Once you have read the records below, restate them word for word.

Dataset entries:
---

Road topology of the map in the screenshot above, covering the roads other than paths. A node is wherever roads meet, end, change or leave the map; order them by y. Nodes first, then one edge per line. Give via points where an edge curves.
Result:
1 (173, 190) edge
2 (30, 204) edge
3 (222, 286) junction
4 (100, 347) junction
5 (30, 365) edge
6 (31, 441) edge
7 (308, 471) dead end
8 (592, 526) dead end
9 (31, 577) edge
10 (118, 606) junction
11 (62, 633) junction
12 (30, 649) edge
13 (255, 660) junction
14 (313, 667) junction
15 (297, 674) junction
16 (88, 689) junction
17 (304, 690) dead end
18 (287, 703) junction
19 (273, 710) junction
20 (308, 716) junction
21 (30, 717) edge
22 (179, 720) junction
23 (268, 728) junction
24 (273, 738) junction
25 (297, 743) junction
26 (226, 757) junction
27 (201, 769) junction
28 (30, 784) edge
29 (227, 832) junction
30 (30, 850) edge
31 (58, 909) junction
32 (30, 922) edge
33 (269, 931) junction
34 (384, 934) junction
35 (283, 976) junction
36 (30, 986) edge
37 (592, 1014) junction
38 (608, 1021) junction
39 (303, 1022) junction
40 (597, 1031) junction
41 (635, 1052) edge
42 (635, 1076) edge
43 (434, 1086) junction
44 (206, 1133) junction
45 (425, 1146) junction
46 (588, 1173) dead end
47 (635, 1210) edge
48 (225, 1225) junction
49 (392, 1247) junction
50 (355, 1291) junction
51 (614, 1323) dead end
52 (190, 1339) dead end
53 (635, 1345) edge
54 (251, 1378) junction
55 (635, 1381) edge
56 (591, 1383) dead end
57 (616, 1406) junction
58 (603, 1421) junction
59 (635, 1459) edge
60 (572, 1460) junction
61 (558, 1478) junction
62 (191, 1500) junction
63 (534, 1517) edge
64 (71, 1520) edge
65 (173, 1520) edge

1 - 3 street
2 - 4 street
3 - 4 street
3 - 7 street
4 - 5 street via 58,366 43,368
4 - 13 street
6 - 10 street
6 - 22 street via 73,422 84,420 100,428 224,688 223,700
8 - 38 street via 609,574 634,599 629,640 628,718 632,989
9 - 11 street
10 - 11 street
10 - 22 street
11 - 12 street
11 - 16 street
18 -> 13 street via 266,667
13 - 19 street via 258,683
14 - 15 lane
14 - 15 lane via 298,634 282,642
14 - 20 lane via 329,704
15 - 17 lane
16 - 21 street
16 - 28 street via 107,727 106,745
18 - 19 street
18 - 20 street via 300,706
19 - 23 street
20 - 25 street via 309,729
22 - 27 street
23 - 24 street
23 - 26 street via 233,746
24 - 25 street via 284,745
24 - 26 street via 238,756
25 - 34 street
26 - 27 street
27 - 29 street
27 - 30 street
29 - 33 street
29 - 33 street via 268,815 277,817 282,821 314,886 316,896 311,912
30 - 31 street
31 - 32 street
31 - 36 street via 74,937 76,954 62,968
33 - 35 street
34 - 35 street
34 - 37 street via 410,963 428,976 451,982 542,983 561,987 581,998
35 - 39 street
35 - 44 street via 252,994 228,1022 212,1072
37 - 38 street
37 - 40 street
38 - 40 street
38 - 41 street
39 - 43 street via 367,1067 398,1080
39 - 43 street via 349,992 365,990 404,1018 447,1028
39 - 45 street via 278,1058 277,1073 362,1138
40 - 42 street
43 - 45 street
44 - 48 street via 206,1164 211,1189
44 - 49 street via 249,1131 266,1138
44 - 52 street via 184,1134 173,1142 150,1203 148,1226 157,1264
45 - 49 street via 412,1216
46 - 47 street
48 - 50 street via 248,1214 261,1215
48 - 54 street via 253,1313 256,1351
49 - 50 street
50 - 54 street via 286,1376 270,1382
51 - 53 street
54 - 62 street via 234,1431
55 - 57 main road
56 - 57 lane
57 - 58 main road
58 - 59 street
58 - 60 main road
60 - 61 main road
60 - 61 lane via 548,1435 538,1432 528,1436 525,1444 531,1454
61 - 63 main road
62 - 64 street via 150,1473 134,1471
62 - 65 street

---

> _Result for this task_:
Road topology of the map in the screenshot above, covering the roads other than paths. A node is wherever roads meet, end, change or leave the map; order them by y. Nodes first, then one edge per line. Give via points where an edge curves.
Result:
1 (173, 190) edge
2 (30, 204) edge
3 (222, 286) junction
4 (100, 347) junction
5 (30, 365) edge
6 (31, 441) edge
7 (308, 471) dead end
8 (592, 526) dead end
9 (31, 577) edge
10 (118, 606) junction
11 (62, 633) junction
12 (30, 649) edge
13 (255, 660) junction
14 (313, 667) junction
15 (297, 674) junction
16 (88, 689) junction
17 (304, 690) dead end
18 (287, 703) junction
19 (273, 710) junction
20 (308, 716) junction
21 (30, 717) edge
22 (179, 720) junction
23 (268, 728) junction
24 (273, 738) junction
25 (297, 743) junction
26 (226, 757) junction
27 (201, 769) junction
28 (30, 784) edge
29 (227, 832) junction
30 (30, 850) edge
31 (58, 909) junction
32 (30, 922) edge
33 (269, 931) junction
34 (384, 934) junction
35 (283, 976) junction
36 (30, 986) edge
37 (592, 1014) junction
38 (608, 1021) junction
39 (303, 1022) junction
40 (597, 1031) junction
41 (635, 1052) edge
42 (635, 1076) edge
43 (434, 1086) junction
44 (206, 1133) junction
45 (425, 1146) junction
46 (588, 1173) dead end
47 (635, 1210) edge
48 (225, 1225) junction
49 (392, 1247) junction
50 (355, 1291) junction
51 (614, 1323) dead end
52 (190, 1339) dead end
53 (635, 1345) edge
54 (251, 1378) junction
55 (635, 1381) edge
56 (591, 1383) dead end
57 (616, 1406) junction
58 (603, 1421) junction
59 (635, 1459) edge
60 (572, 1460) junction
61 (558, 1478) junction
62 (191, 1500) junction
63 (534, 1517) edge
64 (71, 1520) edge
65 (173, 1520) edge

1 - 3 street
2 - 4 street
3 - 4 street
3 - 7 street
4 - 5 street via 58,366 43,368
4 - 13 street
6 - 10 street
6 - 22 street via 73,422 84,420 100,428 224,688 223,700
8 - 38 street via 609,574 634,599 629,640 628,718 632,989
9 - 11 street
10 - 11 street
10 - 22 street
11 - 12 street
11 - 16 street
18 -> 13 street via 266,667
13 - 19 street via 258,683
14 - 15 lane
14 - 15 lane via 298,634 282,642
14 - 20 lane via 329,704
15 - 17 lane
16 - 21 street
16 - 28 street via 107,727 106,745
18 - 19 street
18 - 20 street via 300,706
19 - 23 street
20 - 25 street via 309,729
22 - 27 street
23 - 24 street
23 - 26 street via 233,746
24 - 25 street via 284,745
24 - 26 street via 238,756
25 - 34 street
26 - 27 street
27 - 29 street
27 - 30 street
29 - 33 street
29 - 33 street via 268,815 277,817 282,821 314,886 316,896 311,912
30 - 31 street
31 - 32 street
31 - 36 street via 74,937 76,954 62,968
33 - 35 street
34 - 35 street
34 - 37 street via 410,963 428,976 451,982 542,983 561,987 581,998
35 - 39 street
35 - 44 street via 252,994 228,1022 212,1072
37 - 38 street
37 - 40 street
38 - 40 street
38 - 41 street
39 - 43 street via 367,1067 398,1080
39 - 43 street via 349,992 365,990 404,1018 447,1028
39 - 45 street via 278,1058 277,1073 362,1138
40 - 42 street
43 - 45 street
44 - 48 street via 206,1164 211,1189
44 - 49 street via 249,1131 266,1138
44 - 52 street via 184,1134 173,1142 150,1203 148,1226 157,1264
45 - 49 street via 412,1216
46 - 47 street
48 - 50 street via 248,1214 261,1215
48 - 54 street via 253,1313 256,1351
49 - 50 street
50 - 54 street via 286,1376 270,1382
51 - 53 street
54 - 62 street via 234,1431
55 - 57 main road
56 - 57 lane
57 - 58 main road
58 - 59 street
58 - 60 main road
60 - 61 main road
60 - 61 lane via 548,1435 538,1432 528,1436 525,1444 531,1454
61 - 63 main road
62 - 64 street via 150,1473 134,1471
62 - 65 street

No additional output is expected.